(Excerpted data)
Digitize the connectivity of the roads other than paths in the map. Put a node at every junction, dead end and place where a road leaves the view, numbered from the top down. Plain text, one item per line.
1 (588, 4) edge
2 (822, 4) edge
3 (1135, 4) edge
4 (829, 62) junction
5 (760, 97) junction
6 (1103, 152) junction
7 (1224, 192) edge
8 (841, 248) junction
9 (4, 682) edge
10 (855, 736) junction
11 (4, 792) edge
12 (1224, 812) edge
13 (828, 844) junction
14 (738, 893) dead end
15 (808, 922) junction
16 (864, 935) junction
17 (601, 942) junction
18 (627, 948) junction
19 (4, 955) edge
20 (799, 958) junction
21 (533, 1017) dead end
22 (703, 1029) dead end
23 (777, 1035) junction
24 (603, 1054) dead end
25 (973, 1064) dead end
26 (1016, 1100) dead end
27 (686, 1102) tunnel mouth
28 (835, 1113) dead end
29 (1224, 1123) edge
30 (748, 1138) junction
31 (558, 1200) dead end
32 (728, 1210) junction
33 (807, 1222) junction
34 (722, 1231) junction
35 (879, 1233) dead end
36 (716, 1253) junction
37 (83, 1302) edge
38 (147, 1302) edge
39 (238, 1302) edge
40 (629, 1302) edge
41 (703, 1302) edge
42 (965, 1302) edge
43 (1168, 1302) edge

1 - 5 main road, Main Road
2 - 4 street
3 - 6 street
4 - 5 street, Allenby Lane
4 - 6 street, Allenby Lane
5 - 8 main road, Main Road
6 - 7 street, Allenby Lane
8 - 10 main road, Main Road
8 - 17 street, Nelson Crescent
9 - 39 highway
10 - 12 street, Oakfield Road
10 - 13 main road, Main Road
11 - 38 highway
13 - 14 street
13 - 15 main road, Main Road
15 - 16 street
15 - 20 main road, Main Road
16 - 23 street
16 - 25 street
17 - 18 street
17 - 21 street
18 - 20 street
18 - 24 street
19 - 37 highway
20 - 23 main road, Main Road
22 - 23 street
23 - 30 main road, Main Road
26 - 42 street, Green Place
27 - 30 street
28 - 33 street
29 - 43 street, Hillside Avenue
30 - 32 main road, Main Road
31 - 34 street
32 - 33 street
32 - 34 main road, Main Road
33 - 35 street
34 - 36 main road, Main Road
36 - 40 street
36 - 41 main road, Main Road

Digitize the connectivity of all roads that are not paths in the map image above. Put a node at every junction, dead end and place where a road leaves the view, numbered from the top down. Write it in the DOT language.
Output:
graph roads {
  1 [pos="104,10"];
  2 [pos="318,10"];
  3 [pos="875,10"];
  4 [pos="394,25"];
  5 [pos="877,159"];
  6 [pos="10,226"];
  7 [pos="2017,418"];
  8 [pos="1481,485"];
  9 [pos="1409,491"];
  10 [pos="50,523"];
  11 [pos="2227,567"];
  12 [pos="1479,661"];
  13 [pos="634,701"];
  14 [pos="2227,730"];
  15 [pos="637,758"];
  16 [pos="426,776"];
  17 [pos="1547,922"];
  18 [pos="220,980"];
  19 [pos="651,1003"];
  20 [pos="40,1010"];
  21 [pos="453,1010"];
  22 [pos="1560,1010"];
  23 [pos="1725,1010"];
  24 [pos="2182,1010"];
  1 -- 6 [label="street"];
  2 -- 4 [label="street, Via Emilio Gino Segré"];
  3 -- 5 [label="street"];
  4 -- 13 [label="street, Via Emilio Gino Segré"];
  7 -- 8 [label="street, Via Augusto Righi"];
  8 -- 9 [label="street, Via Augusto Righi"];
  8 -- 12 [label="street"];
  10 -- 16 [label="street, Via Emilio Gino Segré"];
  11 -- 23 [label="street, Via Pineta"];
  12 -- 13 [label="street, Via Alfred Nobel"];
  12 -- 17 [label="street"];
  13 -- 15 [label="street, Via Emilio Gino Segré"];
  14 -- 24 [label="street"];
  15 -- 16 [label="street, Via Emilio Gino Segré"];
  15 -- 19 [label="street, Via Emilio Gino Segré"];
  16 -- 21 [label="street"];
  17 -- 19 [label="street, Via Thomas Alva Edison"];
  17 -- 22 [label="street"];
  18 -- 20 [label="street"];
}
(End Excerpted data)
:: Your assignment ::
In the answer, the listing above should be restated word for word.

:: Reply ::
Digitize the connectivity of the roads other than paths in the map. Put a node at every junction, dead end and place where a road leaves the view, numbered from the top down. Plain text, one item per line.
1 (588, 4) edge
2 (822, 4) edge
3 (1135, 4) edge
4 (829, 62) junction
5 (760, 97) junction
6 (1103, 152) junction
7 (1224, 192) edge
8 (841, 248) junction
9 (4, 682) edge
10 (855, 736) junction
11 (4, 792) edge
12 (1224, 812) edge
13 (828, 844) junction
14 (738, 893) dead end
15 (808, 922) junction
16 (864, 935) junction
17 (601, 942) junction
18 (627, 948) junction
19 (4, 955) edge
20 (799, 958) junction
21 (533, 1017) dead end
22 (703, 1029) dead end
23 (777, 1035) junction
24 (603, 1054) dead end
25 (973, 1064) dead end
26 (1016, 1100) dead end
27 (686, 1102) tunnel mouth
28 (835, 1113) dead end
29 (1224, 1123) edge
30 (748, 1138) junction
31 (558, 1200) dead end
32 (728, 1210) junction
33 (807, 1222) junction
34 (722, 1231) junction
35 (879, 1233) dead end
36 (716, 1253) junction
37 (83, 1302) edge
38 (147, 1302) edge
39 (238, 1302) edge
40 (629, 1302) edge
41 (703, 1302) edge
42 (965, 1302) edge
43 (1168, 1302) edge

1 - 5 main road, Main Road
2 - 4 street
3 - 6 street
4 - 5 street, Allenby Lane
4 - 6 street, Allenby Lane
5 - 8 main road, Main Road
6 - 7 street, Allenby Lane
8 - 10 main road, Main Road
8 - 17 street, Nelson Crescent
9 - 39 highway
10 - 12 street, Oakfield Road
10 - 13 main road, Main Road
11 - 38 highway
13 - 14 street
13 - 15 main road, Main Road
15 - 16 street
15 - 20 main road, Main Road
16 - 23 street
16 - 25 street
17 - 18 street
17 - 21 street
18 - 20 street
18 - 24 street
19 - 37 highway
20 - 23 main road, Main Road
22 - 23 street
23 - 30 main road, Main Road
26 - 42 street, Green Place
27 - 30 street
28 - 33 street
29 - 43 street, Hillside Avenue
30 - 32 main road, Main Road
31 - 34 street
32 - 33 street
32 - 34 main road, Main Road
33 - 35 street
34 - 36 main road, Main Road
36 - 40 street
36 - 41 main road, Main Road

Digitize the connectivity of all roads that are not paths in the map image above. Put a node at every junction, dead end and place where a road leaves the view, numbered from the top down. Write it in the DOT language.
Output:
graph roads {
  1 [pos="104,10"];
  2 [pos="318,10"];
  3 [pos="875,10"];
  4 [pos="394,25"];
  5 [pos="877,159"];
  6 [pos="10,226"];
  7 [pos="2017,418"];
  8 [pos="1481,485"];
  9 [pos="1409,491"];
  10 [pos="50,523"];
  11 [pos="2227,567"];
  12 [pos="1479,661"];
  13 [pos="634,701"];
  14 [pos="2227,730"];
  15 [pos="637,758"];
  16 [pos="426,776"];
  17 [pos="1547,922"];
  18 [pos="220,980"];
  19 [pos="651,1003"];
  20 [pos="40,1010"];
  21 [pos="453,1010"];
  22 [pos="1560,1010"];
  23 [pos="1725,1010"];
  24 [pos="2182,1010"];
  1 -- 6 [label="street"];
  2 -- 4 [label="street, Via Emilio Gino Segré"];
  3 -- 5 [label="street"];
  4 -- 13 [label="street, Via Emilio Gino Segré"];
  7 -- 8 [label="street, Via Augusto Righi"];
  8 -- 9 [label="street, Via Augusto Righi"];
  8 -- 12 [label="street"];
  10 -- 16 [label="street, Via Emilio Gino Segré"];
  11 -- 23 [label="street, Via Pineta"];
  12 -- 13 [label="street, Via Alfred Nobel"];
  12 -- 17 [label="street"];
  13 -- 15 [label="street, Via Emilio Gino Segré"];
  14 -- 24 [label="street"];
  15 -- 16 [label="street, Via Emilio Gino Segré"];
  15 -- 19 [label="street, Via Emilio Gino Segré"];
  16 -- 21 [label="street"];
  17 -- 19 [label="street, Via Thomas Alva Edison"];
  17 -- 22 [label="street"];
  18 -- 20 [label="street"];
}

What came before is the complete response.